Trees Galore

From planting young saplings to walking through ancient rainforest, this week has revolved around trees.

We spent a morning volunteering with the UQ Sustainability Team planting trees at UQ Gatton campus. This campus is located about an hour away from the St Lucia campus and is Australia’s leading provider in the field of Animals, Agriculture, Veterinary Science, Food and the Environment.

gatton solar
Solar research facility at UQ Gatton’s campus

The campus also contains a 3.275 megawatt Solar Research Facility which comprises more than 37,000 thin-film photovoltaic panels, mounted on the campus’s 10ha former airstrip. Last year the facility generated more than 5.8 million kilowatt hours of renewable energy: the equivalent to the annual electricity usage of more than 1000 average Queensland households. It looks like something you’d see in outer space, but is a good installment nonetheless!

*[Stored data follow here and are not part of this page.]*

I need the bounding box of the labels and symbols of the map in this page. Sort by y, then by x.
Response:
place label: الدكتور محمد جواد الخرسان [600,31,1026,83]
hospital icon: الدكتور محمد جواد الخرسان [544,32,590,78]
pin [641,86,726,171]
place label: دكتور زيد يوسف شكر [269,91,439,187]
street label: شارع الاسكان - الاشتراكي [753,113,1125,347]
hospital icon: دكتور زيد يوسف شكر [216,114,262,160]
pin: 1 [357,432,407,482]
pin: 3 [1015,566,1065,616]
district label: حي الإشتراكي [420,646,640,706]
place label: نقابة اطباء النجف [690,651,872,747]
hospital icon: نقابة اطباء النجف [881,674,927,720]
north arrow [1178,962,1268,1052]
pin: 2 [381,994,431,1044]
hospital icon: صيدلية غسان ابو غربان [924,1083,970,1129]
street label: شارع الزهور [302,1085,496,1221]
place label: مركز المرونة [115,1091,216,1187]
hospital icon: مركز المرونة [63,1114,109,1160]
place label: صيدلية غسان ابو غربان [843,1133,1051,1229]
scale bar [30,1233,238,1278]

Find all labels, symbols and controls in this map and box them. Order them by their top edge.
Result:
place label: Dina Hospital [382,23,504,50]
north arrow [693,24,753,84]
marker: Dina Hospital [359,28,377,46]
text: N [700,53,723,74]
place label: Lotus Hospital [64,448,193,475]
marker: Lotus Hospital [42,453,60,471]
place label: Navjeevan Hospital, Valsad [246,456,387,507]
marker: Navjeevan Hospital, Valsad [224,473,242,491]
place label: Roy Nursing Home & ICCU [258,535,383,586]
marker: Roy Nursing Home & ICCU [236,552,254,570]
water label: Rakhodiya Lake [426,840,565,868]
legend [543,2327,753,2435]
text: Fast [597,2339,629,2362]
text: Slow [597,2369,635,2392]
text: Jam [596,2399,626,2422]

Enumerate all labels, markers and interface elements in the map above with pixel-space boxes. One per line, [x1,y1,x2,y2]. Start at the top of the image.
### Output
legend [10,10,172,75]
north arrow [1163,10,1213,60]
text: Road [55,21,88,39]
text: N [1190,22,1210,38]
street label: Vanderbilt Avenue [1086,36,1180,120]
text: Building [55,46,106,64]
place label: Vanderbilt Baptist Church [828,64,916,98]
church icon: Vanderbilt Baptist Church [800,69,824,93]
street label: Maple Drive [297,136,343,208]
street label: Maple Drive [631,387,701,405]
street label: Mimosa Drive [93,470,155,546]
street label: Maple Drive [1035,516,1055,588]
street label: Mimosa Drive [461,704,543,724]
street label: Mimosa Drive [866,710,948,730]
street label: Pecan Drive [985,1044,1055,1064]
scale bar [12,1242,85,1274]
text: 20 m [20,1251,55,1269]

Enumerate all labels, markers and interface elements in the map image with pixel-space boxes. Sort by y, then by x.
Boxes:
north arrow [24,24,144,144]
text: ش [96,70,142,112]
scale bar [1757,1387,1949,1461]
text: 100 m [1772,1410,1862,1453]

During the day we planted 5300 trees along a 1.5km area that was badly affected by floods, before finishing with a BBQ, as all events here do. Tree planting here is a cinch compared to tree planting in Scotland – mainly because the ground isn’t frozen so it’s actually possible to dig – although I’m yet to learn my lesson that rushing out the door in the morning without putting suncream on properly will result in returning looking like a tomato.

Tree planting success

From the new to the old… with the hiking club, I loved visiting Lamington National Park and Springbrook National Park. The national parks here couldn’t be more different to the ones in the UK; while British national parks are often full to bursting with people, here you can walk for miles without really seeing anyone. The rainforest is so dense that can’t easily walk between the trees in the same way as you can in the UK, and the leeches and snakes take a bit of getting used to!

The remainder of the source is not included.